What you need to do
The requested output is every line from the one with "Turn the roads" through the last line below, printed exactly.

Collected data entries
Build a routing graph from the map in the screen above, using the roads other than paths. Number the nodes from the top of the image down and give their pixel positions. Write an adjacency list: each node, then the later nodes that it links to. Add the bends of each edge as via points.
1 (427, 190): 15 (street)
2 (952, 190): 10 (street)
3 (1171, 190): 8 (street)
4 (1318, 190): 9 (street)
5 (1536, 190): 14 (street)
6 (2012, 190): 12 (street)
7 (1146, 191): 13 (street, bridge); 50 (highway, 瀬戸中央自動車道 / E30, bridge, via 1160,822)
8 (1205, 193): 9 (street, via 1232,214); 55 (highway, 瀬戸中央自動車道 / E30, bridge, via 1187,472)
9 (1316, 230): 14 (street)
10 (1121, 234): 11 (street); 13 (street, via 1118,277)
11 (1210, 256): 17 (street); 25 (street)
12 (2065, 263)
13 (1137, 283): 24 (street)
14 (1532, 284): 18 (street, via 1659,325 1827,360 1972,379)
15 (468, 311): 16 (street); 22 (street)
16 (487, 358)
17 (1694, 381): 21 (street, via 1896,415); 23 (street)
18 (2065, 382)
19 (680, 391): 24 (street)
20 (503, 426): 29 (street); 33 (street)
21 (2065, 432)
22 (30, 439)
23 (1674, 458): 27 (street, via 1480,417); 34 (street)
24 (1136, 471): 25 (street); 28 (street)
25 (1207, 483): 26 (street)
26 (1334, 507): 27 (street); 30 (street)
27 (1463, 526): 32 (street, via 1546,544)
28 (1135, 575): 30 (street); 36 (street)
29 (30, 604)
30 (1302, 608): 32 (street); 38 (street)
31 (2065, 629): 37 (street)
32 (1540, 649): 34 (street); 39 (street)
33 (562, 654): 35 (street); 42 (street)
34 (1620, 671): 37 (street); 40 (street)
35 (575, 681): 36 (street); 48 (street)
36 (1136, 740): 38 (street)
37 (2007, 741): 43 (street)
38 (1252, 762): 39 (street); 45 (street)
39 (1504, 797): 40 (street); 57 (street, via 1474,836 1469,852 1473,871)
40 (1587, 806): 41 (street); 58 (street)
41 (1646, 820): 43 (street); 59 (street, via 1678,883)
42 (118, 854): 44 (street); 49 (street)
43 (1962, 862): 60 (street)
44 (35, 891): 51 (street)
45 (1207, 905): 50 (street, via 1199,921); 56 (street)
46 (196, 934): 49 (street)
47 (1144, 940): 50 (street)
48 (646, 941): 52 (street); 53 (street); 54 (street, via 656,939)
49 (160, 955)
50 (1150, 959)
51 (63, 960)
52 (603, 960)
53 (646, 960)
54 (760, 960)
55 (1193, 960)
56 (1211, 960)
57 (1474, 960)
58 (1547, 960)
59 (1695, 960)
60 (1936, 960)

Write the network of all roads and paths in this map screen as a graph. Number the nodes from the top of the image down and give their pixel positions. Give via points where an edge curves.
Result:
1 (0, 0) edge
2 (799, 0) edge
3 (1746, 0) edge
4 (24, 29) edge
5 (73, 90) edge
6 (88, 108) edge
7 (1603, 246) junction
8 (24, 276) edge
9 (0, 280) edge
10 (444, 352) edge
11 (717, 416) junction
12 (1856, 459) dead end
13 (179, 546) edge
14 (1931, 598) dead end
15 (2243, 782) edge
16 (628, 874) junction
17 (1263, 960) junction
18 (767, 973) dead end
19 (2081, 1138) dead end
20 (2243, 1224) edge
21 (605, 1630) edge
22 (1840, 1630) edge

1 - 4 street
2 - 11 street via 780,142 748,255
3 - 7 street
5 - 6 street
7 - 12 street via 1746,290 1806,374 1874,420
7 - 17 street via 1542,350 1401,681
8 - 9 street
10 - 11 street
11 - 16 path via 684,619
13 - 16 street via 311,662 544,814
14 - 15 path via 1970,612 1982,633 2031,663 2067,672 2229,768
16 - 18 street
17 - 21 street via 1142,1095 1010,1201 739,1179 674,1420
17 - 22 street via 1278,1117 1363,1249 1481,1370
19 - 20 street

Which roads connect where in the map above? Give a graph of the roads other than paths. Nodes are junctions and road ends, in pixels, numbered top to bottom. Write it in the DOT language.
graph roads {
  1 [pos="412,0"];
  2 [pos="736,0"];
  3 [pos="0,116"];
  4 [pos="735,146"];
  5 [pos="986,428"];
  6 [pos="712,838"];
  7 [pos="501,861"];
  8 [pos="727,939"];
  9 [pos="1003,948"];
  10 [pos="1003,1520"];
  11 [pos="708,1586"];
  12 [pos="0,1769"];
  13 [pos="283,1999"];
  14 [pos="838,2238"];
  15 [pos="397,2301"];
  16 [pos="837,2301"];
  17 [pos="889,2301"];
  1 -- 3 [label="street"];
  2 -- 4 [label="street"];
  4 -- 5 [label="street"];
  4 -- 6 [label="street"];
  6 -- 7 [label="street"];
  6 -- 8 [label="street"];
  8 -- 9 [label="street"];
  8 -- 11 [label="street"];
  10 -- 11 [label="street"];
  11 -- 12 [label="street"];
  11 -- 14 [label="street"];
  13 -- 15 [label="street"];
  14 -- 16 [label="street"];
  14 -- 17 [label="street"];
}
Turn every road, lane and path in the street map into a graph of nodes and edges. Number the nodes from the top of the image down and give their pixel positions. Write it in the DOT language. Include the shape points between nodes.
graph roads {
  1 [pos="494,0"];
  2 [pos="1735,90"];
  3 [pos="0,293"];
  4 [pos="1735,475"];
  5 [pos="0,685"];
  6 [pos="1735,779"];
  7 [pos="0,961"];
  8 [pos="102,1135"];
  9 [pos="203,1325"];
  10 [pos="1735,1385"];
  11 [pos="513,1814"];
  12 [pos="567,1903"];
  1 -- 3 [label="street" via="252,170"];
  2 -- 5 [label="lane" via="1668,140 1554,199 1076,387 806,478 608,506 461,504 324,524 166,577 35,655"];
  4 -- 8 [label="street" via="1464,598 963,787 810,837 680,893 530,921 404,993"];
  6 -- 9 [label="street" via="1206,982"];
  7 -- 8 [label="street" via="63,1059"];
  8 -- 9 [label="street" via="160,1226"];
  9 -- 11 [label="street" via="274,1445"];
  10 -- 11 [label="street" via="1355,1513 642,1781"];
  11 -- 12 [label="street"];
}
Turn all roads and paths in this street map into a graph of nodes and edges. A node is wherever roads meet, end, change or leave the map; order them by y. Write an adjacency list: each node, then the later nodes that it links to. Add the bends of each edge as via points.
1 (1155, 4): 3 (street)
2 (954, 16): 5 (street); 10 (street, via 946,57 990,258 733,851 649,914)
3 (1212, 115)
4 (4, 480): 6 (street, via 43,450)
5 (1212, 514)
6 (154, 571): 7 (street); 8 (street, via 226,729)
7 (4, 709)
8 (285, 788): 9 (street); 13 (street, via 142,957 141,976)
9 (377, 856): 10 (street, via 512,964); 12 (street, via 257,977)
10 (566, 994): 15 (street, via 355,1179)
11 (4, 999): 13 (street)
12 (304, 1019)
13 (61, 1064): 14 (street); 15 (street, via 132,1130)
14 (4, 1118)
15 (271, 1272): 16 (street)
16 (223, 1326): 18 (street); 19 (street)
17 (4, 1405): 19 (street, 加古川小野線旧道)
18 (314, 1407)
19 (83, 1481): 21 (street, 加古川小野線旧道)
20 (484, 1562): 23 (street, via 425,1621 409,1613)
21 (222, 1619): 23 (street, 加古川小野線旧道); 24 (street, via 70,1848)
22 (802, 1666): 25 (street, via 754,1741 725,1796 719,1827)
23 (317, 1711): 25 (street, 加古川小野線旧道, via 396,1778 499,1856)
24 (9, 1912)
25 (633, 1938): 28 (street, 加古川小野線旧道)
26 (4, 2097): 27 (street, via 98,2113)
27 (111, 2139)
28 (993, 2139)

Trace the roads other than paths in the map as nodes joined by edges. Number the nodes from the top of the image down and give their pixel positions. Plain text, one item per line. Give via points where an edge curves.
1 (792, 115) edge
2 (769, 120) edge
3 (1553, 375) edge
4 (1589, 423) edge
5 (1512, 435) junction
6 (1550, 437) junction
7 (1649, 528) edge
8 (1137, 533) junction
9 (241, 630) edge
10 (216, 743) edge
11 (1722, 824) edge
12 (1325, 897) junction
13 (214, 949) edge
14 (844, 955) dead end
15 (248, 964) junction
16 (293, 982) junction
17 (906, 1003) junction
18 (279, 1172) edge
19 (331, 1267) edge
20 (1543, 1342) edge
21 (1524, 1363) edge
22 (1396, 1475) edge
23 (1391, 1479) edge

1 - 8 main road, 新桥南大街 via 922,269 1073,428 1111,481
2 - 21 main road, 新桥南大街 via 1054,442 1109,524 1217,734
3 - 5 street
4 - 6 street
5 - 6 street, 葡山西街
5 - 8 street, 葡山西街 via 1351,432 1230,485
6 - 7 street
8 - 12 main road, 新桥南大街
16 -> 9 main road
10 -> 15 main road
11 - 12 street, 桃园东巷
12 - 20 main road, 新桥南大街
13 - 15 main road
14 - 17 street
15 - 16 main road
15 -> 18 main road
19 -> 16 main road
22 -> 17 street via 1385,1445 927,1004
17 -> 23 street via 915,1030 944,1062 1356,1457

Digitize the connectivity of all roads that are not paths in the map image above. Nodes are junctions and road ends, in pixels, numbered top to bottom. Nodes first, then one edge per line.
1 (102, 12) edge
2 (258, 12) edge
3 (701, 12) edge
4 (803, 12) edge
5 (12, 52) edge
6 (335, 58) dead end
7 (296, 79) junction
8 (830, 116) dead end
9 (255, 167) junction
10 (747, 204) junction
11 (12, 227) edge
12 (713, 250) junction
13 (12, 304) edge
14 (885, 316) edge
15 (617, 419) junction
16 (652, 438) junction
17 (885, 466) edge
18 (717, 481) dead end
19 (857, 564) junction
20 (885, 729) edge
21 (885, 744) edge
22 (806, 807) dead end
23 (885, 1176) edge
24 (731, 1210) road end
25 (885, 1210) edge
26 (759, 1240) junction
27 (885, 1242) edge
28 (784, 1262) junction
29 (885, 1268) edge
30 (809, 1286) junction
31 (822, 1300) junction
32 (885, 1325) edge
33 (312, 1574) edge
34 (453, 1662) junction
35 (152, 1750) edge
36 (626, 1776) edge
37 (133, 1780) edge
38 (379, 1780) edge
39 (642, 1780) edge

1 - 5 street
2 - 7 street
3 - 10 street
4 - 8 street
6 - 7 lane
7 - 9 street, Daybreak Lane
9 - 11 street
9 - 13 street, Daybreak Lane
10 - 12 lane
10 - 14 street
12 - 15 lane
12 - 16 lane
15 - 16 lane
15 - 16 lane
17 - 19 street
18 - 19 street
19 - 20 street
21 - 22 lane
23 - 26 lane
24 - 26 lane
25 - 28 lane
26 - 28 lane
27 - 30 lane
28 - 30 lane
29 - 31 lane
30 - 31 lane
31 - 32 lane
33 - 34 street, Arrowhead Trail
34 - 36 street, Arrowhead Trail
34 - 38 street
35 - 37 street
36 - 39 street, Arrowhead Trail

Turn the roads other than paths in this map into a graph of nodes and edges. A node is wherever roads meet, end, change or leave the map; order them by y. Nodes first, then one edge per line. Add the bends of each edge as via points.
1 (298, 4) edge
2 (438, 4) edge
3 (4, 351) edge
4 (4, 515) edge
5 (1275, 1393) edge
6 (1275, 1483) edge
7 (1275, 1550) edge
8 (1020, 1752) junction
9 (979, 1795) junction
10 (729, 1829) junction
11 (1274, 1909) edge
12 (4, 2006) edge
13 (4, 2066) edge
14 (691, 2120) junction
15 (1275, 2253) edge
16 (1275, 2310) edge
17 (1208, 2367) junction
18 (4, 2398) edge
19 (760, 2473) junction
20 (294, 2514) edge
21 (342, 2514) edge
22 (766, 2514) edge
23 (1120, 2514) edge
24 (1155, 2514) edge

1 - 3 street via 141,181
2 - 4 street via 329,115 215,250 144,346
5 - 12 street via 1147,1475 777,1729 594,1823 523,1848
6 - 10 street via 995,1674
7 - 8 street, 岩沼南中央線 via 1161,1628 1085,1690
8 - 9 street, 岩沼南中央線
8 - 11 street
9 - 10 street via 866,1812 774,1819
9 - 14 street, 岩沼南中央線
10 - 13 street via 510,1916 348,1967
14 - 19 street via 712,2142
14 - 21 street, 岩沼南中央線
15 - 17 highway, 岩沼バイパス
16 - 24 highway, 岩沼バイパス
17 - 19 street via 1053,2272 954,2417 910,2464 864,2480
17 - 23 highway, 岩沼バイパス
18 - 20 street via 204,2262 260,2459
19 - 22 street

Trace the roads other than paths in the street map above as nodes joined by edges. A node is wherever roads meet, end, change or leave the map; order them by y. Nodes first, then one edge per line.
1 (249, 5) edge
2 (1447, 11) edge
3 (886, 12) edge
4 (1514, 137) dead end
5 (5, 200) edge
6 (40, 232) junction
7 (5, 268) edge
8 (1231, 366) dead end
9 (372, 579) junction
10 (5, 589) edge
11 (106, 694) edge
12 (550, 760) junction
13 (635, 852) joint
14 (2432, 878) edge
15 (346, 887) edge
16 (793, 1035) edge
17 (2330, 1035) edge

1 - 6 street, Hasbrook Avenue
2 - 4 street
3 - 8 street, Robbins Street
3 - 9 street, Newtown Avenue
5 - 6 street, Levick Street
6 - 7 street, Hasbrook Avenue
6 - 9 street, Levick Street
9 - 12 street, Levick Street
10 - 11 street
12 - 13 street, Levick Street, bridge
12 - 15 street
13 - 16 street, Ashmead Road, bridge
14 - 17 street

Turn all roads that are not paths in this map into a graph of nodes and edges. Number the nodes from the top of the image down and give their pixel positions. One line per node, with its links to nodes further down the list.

Expected output
Turn the roads other than paths in this map into a graph of nodes and edges. A node is wherever roads meet, end, change or leave the map; order them by y. Nodes first, then one edge per line. Add the bends of each edge as via points.
1 (298, 4) edge
2 (438, 4) edge
3 (4, 351) edge
4 (4, 515) edge
5 (1275, 1393) edge
6 (1275, 1483) edge
7 (1275, 1550) edge
8 (1020, 1752) junction
9 (979, 1795) junction
10 (729, 1829) junction
11 (1274, 1909) edge
12 (4, 2006) edge
13 (4, 2066) edge
14 (691, 2120) junction
15 (1275, 2253) edge
16 (1275, 2310) edge
17 (1208, 2367) junction
18 (4, 2398) edge
19 (760, 2473) junction
20 (294, 2514) edge
21 (342, 2514) edge
22 (766, 2514) edge
23 (1120, 2514) edge
24 (1155, 2514) edge

1 - 3 street via 141,181
2 - 4 street via 329,115 215,250 144,346
5 - 12 street via 1147,1475 777,1729 594,1823 523,1848
6 - 10 street via 995,1674
7 - 8 street, 岩沼南中央線 via 1161,1628 1085,1690
8 - 9 street, 岩沼南中央線
8 - 11 street
9 - 10 street via 866,1812 774,1819
9 - 14 street, 岩沼南中央線
10 - 13 street via 510,1916 348,1967
14 - 19 street via 712,2142
14 - 21 street, 岩沼南中央線
15 - 17 highway, 岩沼バイパス
16 - 24 highway, 岩沼バイパス
17 - 19 street via 1053,2272 954,2417 910,2464 864,2480
17 - 23 highway, 岩沼バイパス
18 - 20 street via 204,2262 260,2459
19 - 22 street

Trace the roads other than paths in the street map above as nodes joined by edges. A node is wherever roads meet, end, change or leave the map; order them by y. Nodes first, then one edge per line.
1 (249, 5) edge
2 (1447, 11) edge
3 (886, 12) edge
4 (1514, 137) dead end
5 (5, 200) edge
6 (40, 232) junction
7 (5, 268) edge
8 (1231, 366) dead end
9 (372, 579) junction
10 (5, 589) edge
11 (106, 694) edge
12 (550, 760) junction
13 (635, 852) joint
14 (2432, 878) edge
15 (346, 887) edge
16 (793, 1035) edge
17 (2330, 1035) edge

1 - 6 street, Hasbrook Avenue
2 - 4 street
3 - 8 street, Robbins Street
3 - 9 street, Newtown Avenue
5 - 6 street, Levick Street
6 - 7 street, Hasbrook Avenue
6 - 9 street, Levick Street
9 - 12 street, Levick Street
10 - 11 street
12 - 13 street, Levick Street, bridge
12 - 15 street
13 - 16 street, Ashmead Road, bridge
14 - 17 street

Turn all roads that are not paths in this map into a graph of nodes and edges. Number the nodes from the top of the image down and give their pixel positions. One line per node, with its links to nodes further down the list.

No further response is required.